## [WHAT IS BEING ASKED]
Across the entries below, how many lines include the word "McKnight"? Reply with only the number.

** EXERCISE INPUT follows **

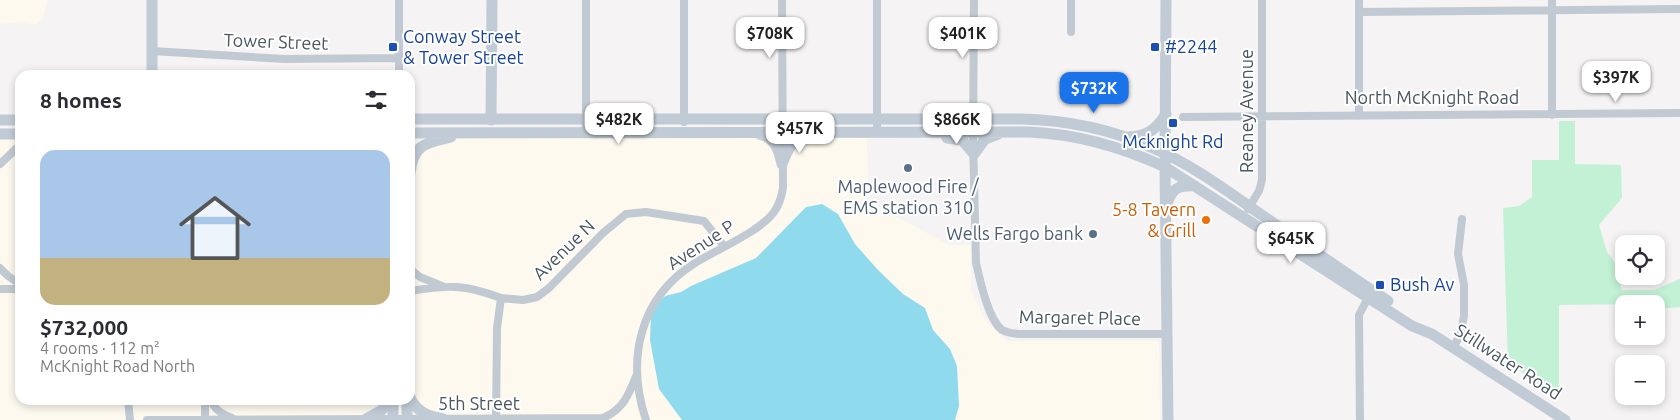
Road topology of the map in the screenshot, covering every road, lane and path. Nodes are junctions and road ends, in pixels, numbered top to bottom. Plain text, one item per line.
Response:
1 (152, 0) edge
2 (399, 0) edge
3 (492, 0) edge
4 (586, 0) edge
5 (684, 0) edge
6 (782, 0) edge
7 (877, 0) edge
8 (974, 0) edge
9 (1071, 0) edge
10 (1166, 0) edge
11 (1262, 0) edge
12 (1359, 0) edge
13 (1552, 0) edge
14 (1680, 9) edge
15 (1358, 12) junction
16 (1552, 12) junction
17 (1071, 32) dead end
18 (152, 51) junction
19 (399, 58) junction
20 (152, 70) edge
21 (399, 70) edge
22 (1166, 114) junction
23 (1680, 114) edge
24 (1552, 115) junction
25 (1359, 116) junction
26 (1183, 117) dead end
27 (1262, 117) junction
28 (877, 118) junction
29 (974, 118) junction
30 (415, 119) edge
31 (586, 119) junction
32 (684, 119) junction
33 (781, 119) junction
34 (0, 120) edge
35 (15, 120) edge
36 (491, 120) junction
37 (877, 131) junction
38 (586, 132) junction
39 (684, 132) junction
40 (752, 132) junction
41 (781, 132) junction
42 (808, 132) junction
43 (922, 132) junction
44 (974, 132) junction
45 (1007, 132) junction
46 (415, 133) edge
47 (467, 133) junction
48 (0, 134) edge
49 (15, 134) edge
50 (1126, 137) junction
51 (15, 149) edge
52 (415, 154) edge
53 (974, 154) junction
54 (1166, 154) junction
55 (0, 164) edge
56 (782, 164) junction
57 (1165, 167) junction
58 (1195, 186) junction
59 (1249, 207) junction
60 (1166, 210) junction
61 (1243, 217) junction
62 (1462, 219) dead end
63 (724, 246) junction
64 (0, 268) edge
65 (415, 273) edge
66 (15, 281) edge
67 (442, 286) junction
68 (0, 289) edge
69 (15, 289) edge
70 (415, 289) edge
71 (1370, 294) junction
72 (501, 298) junction
73 (1152, 334) junction
74 (1167, 334) junction
75 (1167, 347) junction
76 (1453, 347) junction
77 (637, 374) junction
78 (128, 405) edge
79 (205, 405) edge
80 (215, 405) edge
81 (385, 405) edge
82 (393, 405) edge
83 (407, 405) edge
84 (414, 405) edge
85 (366, 419) edge
86 (443, 419) edge
87 (130, 420) edge
88 (147, 420) edge
89 (205, 420) edge
90 (236, 420) edge
91 (302, 420) edge
92 (393, 420) edge
93 (407, 420) edge
94 (496, 420) edge
95 (646, 420) edge
96 (1168, 420) edge
97 (1360, 420) edge
98 (1566, 420) edge

1 - 18 main road
2 - 19 street
3 - 36 main road
4 - 31 street
5 - 32 street
6 - 33 street, Avenue P
7 - 28 street
8 - 29 street, Margaret Place
9 - 17 street
10 - 22 main road
11 - 27 street, Reaney Avenue
12 - 15 street
13 - 16 street
14 - 16 street
15 - 16 street
15 - 25 street
16 - 24 street
18 - 19 street, Tower Street
18 - 20 main road
19 - 21 street
22 - 50 main road
22 - 54 main road
23 - 24 street, North McKnight Road
24 - 25 street, North McKnight Road
25 - 27 street, North McKnight Road
26 - 27 street, North McKnight Road
27 - 59 street, Reaney Avenue
28 - 29 main road, Stillwater Road
28 - 33 main road, Stillwater Road
28 - 37 street
29 - 44 street, Margaret Place
29 - 50 main road, Stillwater Road
30 - 36 main road, Stillwater Road
31 - 32 main road, Stillwater Road
31 - 36 main road, Stillwater Road
31 - 38 street
32 - 33 main road, Stillwater Road
32 - 39 street
33 - 41 street, Avenue P
34 - 35 main road
37 - 42 main road
37 - 43 main road
38 - 39 main road
38 - 47 main road
39 - 40 main road
40 - 41 main road
40 - 56 main road
41 - 42 main road
41 - 56 street, Avenue P
42 - 56 main road
43 - 44 main road, Stillwater Road
43 - 53 main road
44 - 45 main road, Stillwater Road
44 - 53 street, Margaret Place
45 - 53 main road
45 - 57 main road, Stillwater Road
46 - 47 main road
47 - 52 main road
48 - 49 main road
50 - 54 main road, Stillwater Road
51 - 55 street
53 - 73 street, Margaret Place
54 - 57 main road
54 - 59 main road, Stillwater Road
56 - 63 street, Avenue P
57 - 58 main road, Stillwater Road
57 - 60 main road
58 - 60 main road
58 - 61 main road, Stillwater Road
59 - 61 street, Reaney Avenue
59 - 71 main road, Stillwater Road
60 - 74 main road
61 - 71 main road, Stillwater Road
62 - 76 street
63 - 72 street, Avenue N
63 - 77 street, Avenue P
64 - 66 street
65 - 67 street
67 - 70 street
67 - 72 street, Avenue N
68 - 69 street
71 - 76 main road, Stillwater Road
71 - 97 street
72 - 94 street
73 - 74 street, Margaret Place
73 - 75 street, Margaret Place
74 - 75 main road
75 - 96 main road
76 - 98 main road, Stillwater Road
77 - 94 street, 5th Street
77 - 95 street, Avenue P
78 - 87 street
79 - 89 street
80 - 90 street
81 - 85 main road
82 - 92 main road
83 - 93 main road
84 - 86 main road
85 - 91 street, 5th Street
85 - 92 street, 5th Street
86 - 93 street, 5th Street
86 - 94 street, 5th Street
88 - 89 street, 5th Street
89 - 90 street, 5th Street
90 - 91 street, 5th Street
92 - 93 street, 5th Street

** End of EXERCISE INPUT **

## [RESPONSE BELOW]
4